The gist is that one can look at the spread between the price of a future vs.
the price in the spot market of the same commodity.
We define the basis as the
Future(bid) - Spot(ask) and the cobasis is, as mentioned above, Spot(bid) -
Future(offer). In a normal world, the basis is positive and it is basically
given by the rate of interest. The cobasis should be negative unless there is
a shortage. A shortage of gold or silver is meaningless as people have
accumulated enormous inventories of the stuff over thousands of years.
But in the "new
normal", post 2008, the expiring gold or silver future often flirts with
or even slips into backwardation for a period before expiry. This is anything
but normal. It's not a sign of imminent financial Armageddon, but it is a
sign that beneath the surface there is a growing rot in the core of the
system. Why?
The short answer is that no
actionable opportunity to make free money should last more than a millisecond
(or less, due to High Frequency Trading). If one can see a "risk free
profit" sitting on the screen day after day, let alone if this profit is
growing, this is a sign that All Is Not Well even if one doesn't know why or
what specifically is happening. Backwardation means that anyone who has gold
or silver could simultaneously sell the metal and buy futures contracts to
recover their position, and make a profit. And, given the enormous stocks of
gold and silver, many people have lots of gold and silver.
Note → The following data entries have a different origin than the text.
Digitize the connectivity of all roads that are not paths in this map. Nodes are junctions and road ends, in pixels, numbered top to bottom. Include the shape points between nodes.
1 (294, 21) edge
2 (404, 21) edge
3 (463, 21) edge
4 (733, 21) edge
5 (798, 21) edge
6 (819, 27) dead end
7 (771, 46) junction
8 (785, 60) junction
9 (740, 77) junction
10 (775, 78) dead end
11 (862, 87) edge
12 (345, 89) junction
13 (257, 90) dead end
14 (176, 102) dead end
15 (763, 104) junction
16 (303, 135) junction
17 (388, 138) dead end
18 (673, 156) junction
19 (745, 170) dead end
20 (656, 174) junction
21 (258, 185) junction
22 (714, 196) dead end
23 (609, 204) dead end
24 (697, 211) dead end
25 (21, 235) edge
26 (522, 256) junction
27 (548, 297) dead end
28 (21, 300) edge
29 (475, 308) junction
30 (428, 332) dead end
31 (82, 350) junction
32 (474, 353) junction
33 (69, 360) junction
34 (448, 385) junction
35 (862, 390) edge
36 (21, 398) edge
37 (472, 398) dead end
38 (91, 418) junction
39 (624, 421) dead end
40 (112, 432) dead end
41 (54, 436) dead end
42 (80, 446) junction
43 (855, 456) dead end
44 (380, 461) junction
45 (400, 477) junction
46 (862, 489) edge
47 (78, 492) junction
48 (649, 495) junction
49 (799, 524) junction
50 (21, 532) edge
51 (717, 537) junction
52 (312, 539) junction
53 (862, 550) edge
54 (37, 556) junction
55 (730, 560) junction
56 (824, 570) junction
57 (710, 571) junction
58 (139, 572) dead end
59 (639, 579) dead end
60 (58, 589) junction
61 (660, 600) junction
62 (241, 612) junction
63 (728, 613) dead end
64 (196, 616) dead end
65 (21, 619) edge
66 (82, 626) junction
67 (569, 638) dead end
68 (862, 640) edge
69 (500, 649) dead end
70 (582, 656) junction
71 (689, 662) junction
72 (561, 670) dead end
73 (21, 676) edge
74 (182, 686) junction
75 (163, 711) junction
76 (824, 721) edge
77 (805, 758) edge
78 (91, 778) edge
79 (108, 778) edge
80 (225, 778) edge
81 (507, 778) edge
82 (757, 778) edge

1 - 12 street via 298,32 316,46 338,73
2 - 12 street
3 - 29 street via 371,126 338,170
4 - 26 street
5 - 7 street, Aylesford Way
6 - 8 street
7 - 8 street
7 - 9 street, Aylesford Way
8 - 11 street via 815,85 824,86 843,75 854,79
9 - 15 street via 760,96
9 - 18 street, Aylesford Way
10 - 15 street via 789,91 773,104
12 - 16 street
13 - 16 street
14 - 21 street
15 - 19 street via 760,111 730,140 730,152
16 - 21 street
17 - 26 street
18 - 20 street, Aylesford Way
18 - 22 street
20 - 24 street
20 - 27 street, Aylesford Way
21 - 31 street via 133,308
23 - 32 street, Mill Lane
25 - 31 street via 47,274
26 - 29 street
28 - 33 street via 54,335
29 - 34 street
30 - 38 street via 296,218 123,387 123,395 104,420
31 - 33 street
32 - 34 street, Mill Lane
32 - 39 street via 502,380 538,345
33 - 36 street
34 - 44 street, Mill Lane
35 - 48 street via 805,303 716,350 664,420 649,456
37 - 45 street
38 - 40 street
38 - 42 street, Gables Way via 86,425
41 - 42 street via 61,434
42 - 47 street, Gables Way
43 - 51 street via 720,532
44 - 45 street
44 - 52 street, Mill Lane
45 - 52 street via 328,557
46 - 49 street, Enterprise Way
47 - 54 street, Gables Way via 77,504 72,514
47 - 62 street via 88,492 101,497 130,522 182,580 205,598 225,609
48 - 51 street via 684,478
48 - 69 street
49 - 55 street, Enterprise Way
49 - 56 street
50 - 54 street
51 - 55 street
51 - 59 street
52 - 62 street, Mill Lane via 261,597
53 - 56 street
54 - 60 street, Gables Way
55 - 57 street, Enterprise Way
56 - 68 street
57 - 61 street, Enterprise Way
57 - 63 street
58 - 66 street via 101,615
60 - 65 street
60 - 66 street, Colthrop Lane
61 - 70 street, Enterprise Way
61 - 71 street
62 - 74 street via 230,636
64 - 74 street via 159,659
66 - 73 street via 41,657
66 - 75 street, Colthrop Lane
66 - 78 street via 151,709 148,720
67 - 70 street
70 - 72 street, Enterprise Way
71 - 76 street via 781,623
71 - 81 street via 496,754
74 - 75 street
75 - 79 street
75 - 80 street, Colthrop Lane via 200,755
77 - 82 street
The backwardations that are
"normal" today are too small for the retail trader to profit from,
given that he must pay commissions. But they are easily large enough for many
institutions that make a market in gold (especially compared to their
alternatives for short-term capital). The following question remains
unanswered:
Why do institutions not take the risk-free profit offered to them in gold and
silver?
I don't believe it's because
they are afraid of the risk. I make this statement in light of two facts: (1)
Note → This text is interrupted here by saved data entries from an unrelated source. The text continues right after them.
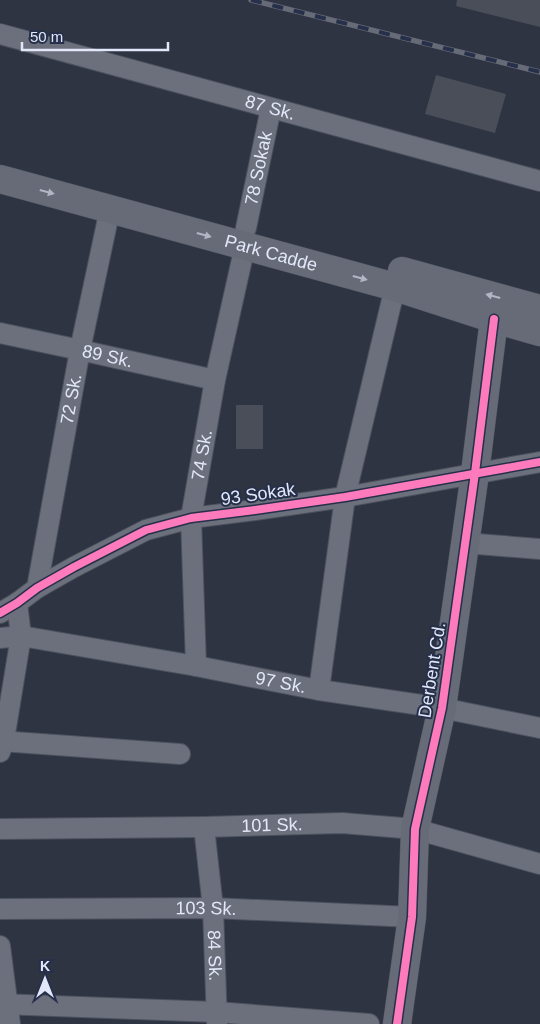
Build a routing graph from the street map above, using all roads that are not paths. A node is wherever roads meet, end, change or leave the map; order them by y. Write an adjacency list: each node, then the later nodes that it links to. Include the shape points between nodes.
1 (0, 34): 2 (street, 87 Sk.)
2 (271, 108): 5 (street, 87 Sk.); 7 (street, 78 Sokak)
3 (0, 160): 7 (main road, Park Cadde)
4 (0, 179): 6 (main road, Park Cadde, one-way to 6)
5 (540, 181)
6 (110, 210): 7 (main road, Park Cadde, one-way to 7); 13 (street, 72 Sk.)
7 (245, 237): 8 (main road, Park Cadde, one-way to 8); 9 (main road, Park Cadde, one-way to 7); 14 (street, 74 Sk.)
8 (395, 287): 10 (main road, Park Cadde); 17 (street)
9 (540, 309)
10 (494, 319): 11 (main road, Park Cadde); 16 (main road, Derbent Cd.)
11 (540, 332)
12 (0, 333): 13 (street, 89 Sk.)
13 (80, 350): 14 (street, 89 Sk.); 21 (street, 72 Sk.)
14 (215, 380): 18 (street, 74 Sk.)
15 (540, 462): 16 (street, 93 Sokak)
16 (475, 474): 17 (street, 93 Sokak); 19 (main road, Derbent Cd.)
17 (345, 496): 18 (street, 93 Sokak); 27 (street)
18 (191, 518): 21 (street, 93 Sokak, via 146,530); 26 (street, 74 Sk.)
19 (465, 543): 20 (street); 28 (main road, Derbent Cd.)
20 (540, 549)
21 (37, 588): 22 (street, 93 Sokak)
22 (18, 602): 23 (street, 93 Sokak); 24 (street)
23 (0, 613)
24 (21, 636): 25 (street, 97 Sk.); 26 (street, 97 Sk.); 30 (street)
25 (0, 638)
26 (196, 666): 27 (street, 97 Sk.)
27 (319, 690): 28 (street, 97 Sk.)
28 (442, 708): 29 (street, 97 Sk.); 34 (main road, Derbent Cd.)
29 (540, 728)
30 (1, 744): 31 (street)
31 (180, 754)
32 (204, 827): 33 (street, 101 Sk.); 34 (street, 101 Sk., via 342,823); 36 (street, 84 Sk.)
33 (0, 829)
34 (415, 829): 35 (street, 101 Sk.); 38 (main road, Derbent Cd.)
35 (540, 864)
36 (213, 908): 37 (street, 103 Sk.); 38 (street, 103 Sk.); 41 (street, 84 Sk.)
37 (0, 909)
38 (412, 917): 43 (main road, Derbent Cd.)
39 (0, 946): 40 (street)
40 (6, 1011): 41 (street)
41 (217, 1018): 42 (street)
42 (369, 1024)
43 (398, 1024)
the near-month future expires very soon (about 5 weeks for April gold or a
week for March silver) and (2) the farther-out futures are not in
backwardation. The financial system is not going to collapse in 5 weeks, and
if it were then the farther futures would fall further into backwardation.
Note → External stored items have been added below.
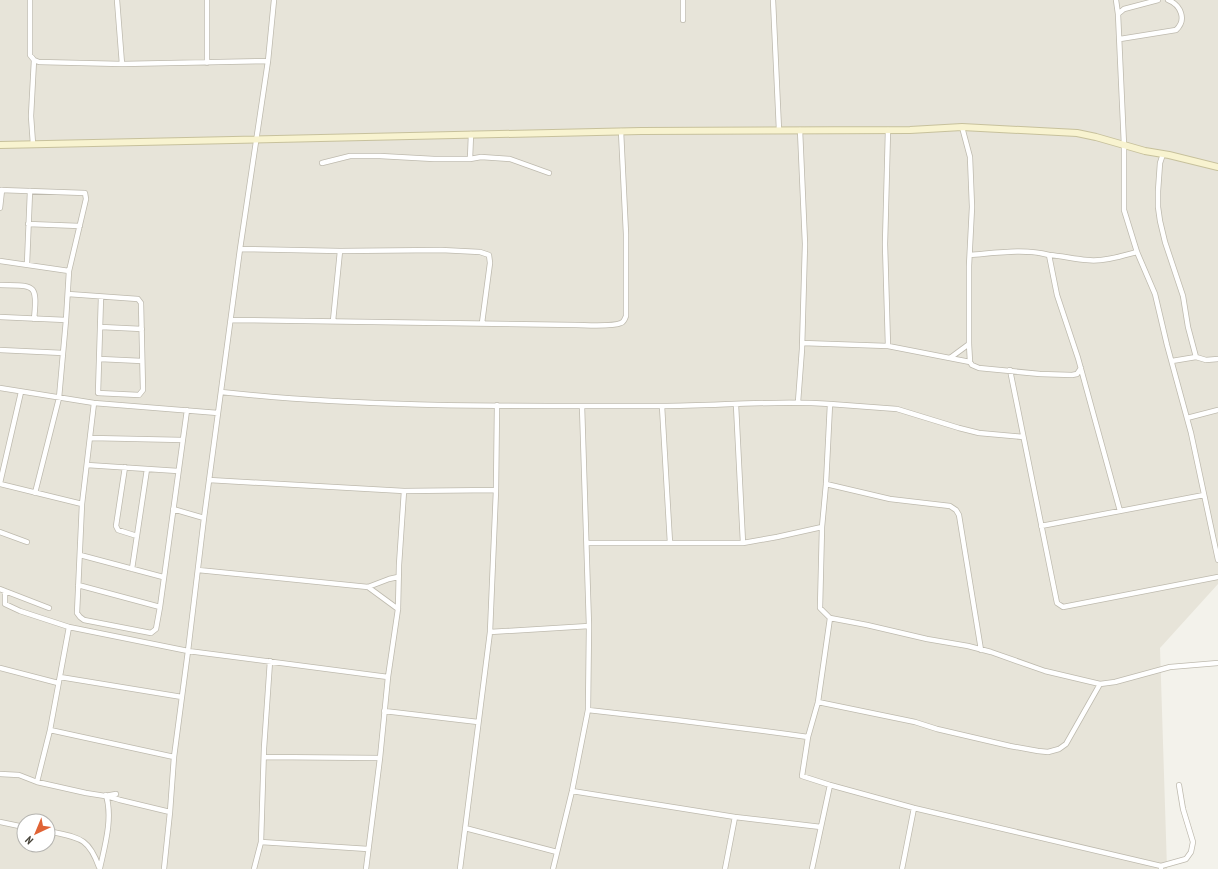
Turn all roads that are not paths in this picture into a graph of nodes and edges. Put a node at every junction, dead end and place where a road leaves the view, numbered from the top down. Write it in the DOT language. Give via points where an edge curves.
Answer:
graph roads {
  1 [pos="30,0"];
  2 [pos="117,0"];
  3 [pos="207,0"];
  4 [pos="274,0"];
  5 [pos="682,0"];
  6 [pos="773,0"];
  7 [pos="1116,0"];
  8 [pos="1158,0"];
  9 [pos="1168,0"];
  10 [pos="1118,14"];
  11 [pos="683,20"];
  12 [pos="1120,39"];
  13 [pos="34,60"];
  14 [pos="268,61"];
  15 [pos="122,64"];
  16 [pos="207,64"];
  17 [pos="962,127"];
  18 [pos="779,130"];
  19 [pos="800,130"];
  20 [pos="888,130"];
  21 [pos="621,132"];
  22 [pos="471,134"];
  23 [pos="256,139"];
  24 [pos="32,144"];
  25 [pos="0,145"];
  26 [pos="1124,145"];
  27 [pos="1163,154"];
  28 [pos="470,159"];
  29 [pos="322,163"];
  30 [pos="1218,167"];
  31 [pos="549,173"];
  32 [pos="1,190"];
  33 [pos="30,191"];
  34 [pos="0,208"];
  35 [pos="28,224"];
  36 [pos="80,226"];
  37 [pos="240,249"];
  38 [pos="340,251"];
  39 [pos="1137,252"];
  40 [pos="970,255"];
  41 [pos="1049,255"];
  42 [pos="0,261"];
  43 [pos="27,264"];
  44 [pos="69,271"];
  45 [pos="0,285"];
  46 [pos="68,294"];
  47 [pos="101,297"];
  48 [pos="0,317"];
  49 [pos="34,319"];
  50 [pos="66,320"];
  51 [pos="231,320"];
  52 [pos="333,321"];
  53 [pos="482,323"];
  54 [pos="101,327"];
  55 [pos="142,328"];
  56 [pos="802,343"];
  57 [pos="969,344"];
  58 [pos="888,346"];
  59 [pos="0,350"];
  60 [pos="63,353"];
  61 [pos="1196,357"];
  62 [pos="950,358"];
  63 [pos="100,359"];
  64 [pos="1218,359"];
  65 [pos="142,361"];
  66 [pos="1172,361"];
  67 [pos="970,362"];
  68 [pos="1081,368"];
  69 [pos="1010,370"];
  70 [pos="0,388"];
  71 [pos="22,392"];
  72 [pos="221,392"];
  73 [pos="59,398"];
  74 [pos="798,402"];
  75 [pos="94,404"];
  76 [pos="830,404"];
  77 [pos="497,405"];
  78 [pos="736,405"];
  79 [pos="582,406"];
  80 [pos="662,406"];
  81 [pos="187,410"];
  82 [pos="1218,410"];
  83 [pos="218,413"];
  84 [pos="1187,418"];
  85 [pos="1023,437"];
  86 [pos="91,438"];
  87 [pos="183,440"];
  88 [pos="87,465"];
  89 [pos="125,467"];
  90 [pos="147,469"];
  91 [pos="178,471"];
  92 [pos="209,480"];
  93 [pos="0,483"];
  94 [pos="826,484"];
  95 [pos="496,490"];
  96 [pos="404,491"];
  97 [pos="35,493"];
  98 [pos="1204,495"];
  99 [pos="82,504"];
  100 [pos="173,510"];
  101 [pos="1120,510"];
  102 [pos="204,518"];
  103 [pos="822,526"];
  104 [pos="1041,526"];
  105 [pos="0,532"];
  106 [pos="137,536"];
  107 [pos="27,542"];
  108 [pos="587,543"];
  109 [pos="670,543"];
  110 [pos="743,543"];
  111 [pos="80,556"];
  112 [pos="1218,560"];
  113 [pos="132,569"];
  114 [pos="198,570"];
  115 [pos="163,577"];
  116 [pos="398,577"];
  117 [pos="1218,577"];
  118 [pos="78,586"];
  119 [pos="368,587"];
  120 [pos="2,590"];
  121 [pos="160,607"];
  122 [pos="49,608"];
  123 [pos="398,609"];
  124 [pos="830,618"];
  125 [pos="589,626"];
  126 [pos="69,627"];
  127 [pos="490,632"];
  128 [pos="981,650"];
  129 [pos="188,651"];
  130 [pos="270,661"];
  131 [pos="1218,662"];
  132 [pos="0,668"];
  133 [pos="60,677"];
  134 [pos="388,677"];
  135 [pos="58,683"];
  136 [pos="1100,684"];
  137 [pos="182,697"];
  138 [pos="818,702"];
  139 [pos="588,710"];
  140 [pos="384,711"];
  141 [pos="478,722"];
  142 [pos="50,730"];
  143 [pos="808,737"];
  144 [pos="174,757"];
  145 [pos="264,757"];
  146 [pos="380,758"];
  147 [pos="0,774"];
  148 [pos="37,782"];
  149 [pos="830,785"];
  150 [pos="1179,785"];
  151 [pos="572,791"];
  152 [pos="116,794"];
  153 [pos="106,796"];
  154 [pos="914,808"];
  155 [pos="170,812"];
  156 [pos="735,817"];
  157 [pos="0,822"];
  158 [pos="16,825"];
  159 [pos="821,827"];
  160 [pos="465,828"];
  161 [pos="56,833"];
  162 [pos="261,842"];
  163 [pos="368,849"];
  164 [pos="557,852"];
  165 [pos="100,868"];
  166 [pos="1161,868"];
  167 [pos="164,869"];
  168 [pos="254,869"];
  169 [pos="366,869"];
  170 [pos="460,869"];
  171 [pos="553,869"];
  172 [pos="725,869"];
  173 [pos="812,869"];
  174 [pos="902,869"];
  1 -- 13 [label="street" via="30,54"];
  2 -- 15 [label="street"];
  3 -- 16 [label="street"];
  4 -- 14 [label="street"];
  5 -- 11 [label="street"];
  6 -- 18 [label="street"];
  7 -- 10 [label="street"];
  8 -- 10 [label="street" via="1124,8"];
  9 -- 12 [label="street" via="1179,7 1181,13 1181,21 1176,30"];
  10 -- 12 [label="street"];
  12 -- 26 [label="street"];
  13 -- 15 [label="street"];
  13 -- 24 [label="street"];
  14 -- 16 [label="street"];
  14 -- 23 [label="street"];
  15 -- 16 [label="street"];
  17 -- 20 [label="street"];
  17 -- 26 [label="street" via="1077,133"];
  17 -- 40 [label="street" via="970,157"];
  18 -- 19 [label="street"];
  18 -- 21 [label="street"];
  19 -- 20 [label="street"];
  19 -- 56 [label="street" via="805,244"];
  20 -- 58 [label="street" via="885,244"];
  21 -- 22 [label="street"];
  21 -- 53 [label="street" via="626,234 625,320 613,325"];
  22 -- 23 [label="street"];
  22 -- 28 [label="street"];
  23 -- 24 [label="street"];
  23 -- 37 [label="street"];
  24 -- 25 [label="street"];
  26 -- 27 [label="street"];
  26 -- 39 [label="street" via="1124,210"];
  27 -- 30 [label="street"];
  27 -- 61 [label="street" via="1159,178 1160,221 1183,296"];
  28 -- 29 [label="street" via="350,156"];
  28 -- 31 [label="street" via="510,159"];
  32 -- 33 [label="street"];
  32 -- 34 [label="street"];
  33 -- 35 [label="street"];
  33 -- 36 [label="street" via="85,193 86,200"];
  35 -- 36 [label="street"];
  35 -- 43 [label="street"];
  36 -- 44 [label="street"];
  37 -- 38 [label="street"];
  37 -- 51 [label="street"];
  38 -- 52 [label="street"];
  38 -- 53 [label="street" via="441,250 480,252 488,255 490,263"];
  39 -- 41 [label="street" via="1100,260"];
  39 -- 66 [label="street" via="1155,294"];
  40 -- 41 [label="street" via="1019,252"];
  40 -- 57 [label="street"];
  41 -- 68 [label="street" via="1057,295"];
  42 -- 43 [label="street"];
  43 -- 44 [label="street"];
  44 -- 46 [label="street"];
  45 -- 49 [label="street" via="26,285 34,290"];
  46 -- 47 [label="street"];
  46 -- 50 [label="street"];
  47 -- 54 [label="street"];
  47 -- 55 [label="street" via="138,299 141,303"];
  48 -- 49 [label="street"];
  49 -- 50 [label="street"];
  50 -- 60 [label="street"];
  51 -- 52 [label="street"];
  51 -- 72 [label="street"];
  52 -- 53 [label="street"];
  54 -- 55 [label="street"];
  54 -- 63 [label="street"];
  55 -- 65 [label="street"];
  56 -- 58 [label="street"];
  56 -- 74 [label="street"];
  57 -- 62 [label="street"];
  57 -- 67 [label="street"];
  58 -- 62 [label="street"];
  59 -- 60 [label="street"];
  60 -- 73 [label="street"];
  61 -- 64 [label="street" via="1206,360"];
  61 -- 66 [label="street"];
  62 -- 67 [label="street"];
  63 -- 65 [label="street"];
  63 -- 65 [label="street" via="98,393 139,395 143,390"];
  66 -- 84 [label="street"];
  67 -- 69 [label="street" via="979,368"];
  68 -- 69 [label="street" via="1077,374 1072,375"];
  68 -- 101 [label="street"];
  69 -- 85 [label="street"];
  70 -- 71 [label="street"];
  71 -- 73 [label="street"];
  71 -- 93 [label="street"];
  72 -- 77 [label="street" via="360,403"];
  72 -- 83 [label="street"];
  73 -- 75 [label="street"];
  73 -- 97 [label="street"];
  74 -- 76 [label="street"];
  74 -- 78 [label="street"];
  75 -- 81 [label="street"];
  75 -- 86 [label="street"];
  76 -- 85 [label="street" via="897,409 979,433"];
  76 -- 94 [label="street"];
  77 -- 79 [label="street"];
  77 -- 95 [label="street"];
  78 -- 80 [label="street"];
  78 -- 110 [label="street"];
  79 -- 80 [label="street"];
  79 -- 108 [label="street"];
  80 -- 109 [label="street"];
  81 -- 83 [label="street"];
  81 -- 87 [label="street"];
  82 -- 84 [label="street"];
  83 -- 92 [label="street"];
  84 -- 98 [label="street"];
  85 -- 104 [label="street"];
  86 -- 87 [label="street"];
  86 -- 88 [label="street"];
  87 -- 91 [label="street"];
  88 -- 89 [label="street"];
  88 -- 99 [label="street"];
  89 -- 90 [label="street"];
  89 -- 106 [label="street" via="116,526 118,530"];
  90 -- 91 [label="street"];
  90 -- 106 [label="street"];
  91 -- 100 [label="street"];
  92 -- 96 [label="street"];
  92 -- 102 [label="street"];
  93 -- 97 [label="street"];
  94 -- 103 [label="street"];
  94 -- 128 [label="street" via="890,499 950,506 956,510"];
  95 -- 96 [label="street"];
  95 -- 127 [label="street"];
  96 -- 116 [label="street"];
  97 -- 99 [label="street"];
  98 -- 101 [label="street"];
  98 -- 112 [label="street"];
  99 -- 111 [label="street"];
  100 -- 102 [label="street"];
  100 -- 115 [label="street"];
  101 -- 104 [label="street"];
  102 -- 114 [label="street"];
  103 -- 110 [label="street"];
  103 -- 124 [label="street" via="820,608"];
  104 -- 117 [label="street" via="1057,603 1062,608"];
  105 -- 107 [label="street"];
  106 -- 113 [label="street"];
  108 -- 109 [label="street"];
  108 -- 125 [label="street"];
  109 -- 110 [label="street"];
  111 -- 113 [label="street"];
  111 -- 118 [label="street"];
  113 -- 115 [label="street"];
  114 -- 119 [label="street"];
  114 -- 129 [label="street"];
  115 -- 121 [label="street"];
  116 -- 119 [label="street"];
  116 -- 123 [label="street"];
  118 -- 121 [label="street"];
  118 -- 121 [label="street" via="77,613 84,620 151,633 156,629"];
  119 -- 123 [label="street"];
  120 -- 122 [label="street"];
  120 -- 126 [label="street" via="7,606"];
  123 -- 134 [label="street"];
  124 -- 128 [label="street"];
  124 -- 138 [label="street"];
  125 -- 127 [label="street"];
  125 -- 139 [label="street"];
  126 -- 129 [label="street"];
  126 -- 133 [label="street"];
  127 -- 141 [label="street"];
  128 -- 136 [label="street" via="1046,671"];
  129 -- 130 [label="street"];
  129 -- 137 [label="street"];
  130 -- 134 [label="street"];
  130 -- 145 [label="street"];
  131 -- 136 [label="street" via="1170,667"];
  132 -- 135 [label="street"];
  133 -- 135 [label="street"];
  133 -- 137 [label="street"];
  134 -- 140 [label="street"];
  135 -- 142 [label="street"];
  136 -- 138 [label="street" via="1066,744 1058,750 1048,752 1010,746 915,722"];
  137 -- 144 [label="street"];
  138 -- 143 [label="street"];
  139 -- 143 [label="street" via="671,718"];
  139 -- 151 [label="street"];
  140 -- 141 [label="street"];
  140 -- 146 [label="street"];
  141 -- 160 [label="street"];
  142 -- 144 [label="street"];
  142 -- 148 [label="street"];
  143 -- 149 [label="street" via="802,776"];
  144 -- 155 [label="street"];
  145 -- 146 [label="street"];
  145 -- 162 [label="street"];
  146 -- 163 [label="street"];
  147 -- 148 [label="street" via="18,775"];
  148 -- 153 [label="street"];
  149 -- 154 [label="street"];
  149 -- 159 [label="street"];
  150 -- 166 [label="street" via="1193,842 1191,852 1186,859"];
  151 -- 156 [label="street"];
  151 -- 164 [label="street"];
  152 -- 153 [label="street"];
  153 -- 155 [label="street"];
  153 -- 165 [label="street" via="109,804"];
  154 -- 166 [label="street"];
  154 -- 174 [label="street"];
  155 -- 167 [label="street"];
  156 -- 159 [label="street"];
  156 -- 172 [label="street"];
  157 -- 158 [label="street"];
  159 -- 173 [label="street"];
  160 -- 164 [label="street"];
  160 -- 170 [label="street"];
  161 -- 165 [label="street" via="80,839 89,846"];
  162 -- 163 [label="street"];
  162 -- 168 [label="street"];
  163 -- 169 [label="street"];
  164 -- 171 [label="street"];
}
Trust in delivery 5 months from now would be less than trust in delivery 5
weeks or 5 days from now.
As a reminder, to profit from
contango, one must buy physical and sell a future against it to end with the
same net position plus a small profit. To profit from contango, one carries
the metal. Think of carrying as like warehousing it for a small fee. The only
prerequisite is that one needs cash (or more typically credit). Carrying will
push up the ask in physical and push down the bid in the future, thus
reducing the basis.
In contrast, to profit from
backwardation, one decarries by selling physical and buying a future.
The prerequisite is that one needs the metal. One could either sell one's own
metal, or if one had previously carried metal one could unwind the carry.
Either way, this would push down on the spot bid and up on the future ask
until the cobasis was zero or negative.
For whatever reason(s), this
is either not occurring or despite it, the ask on the future is falling
relative to the bid on spot.
For now, let's just say that
the market is tight. The metal is out there, but obviously those who have it
in an unencumbered form are not able (retail) or willing (others?) to take
this backwardation bait.
I will drill deeper into this
in another article soon.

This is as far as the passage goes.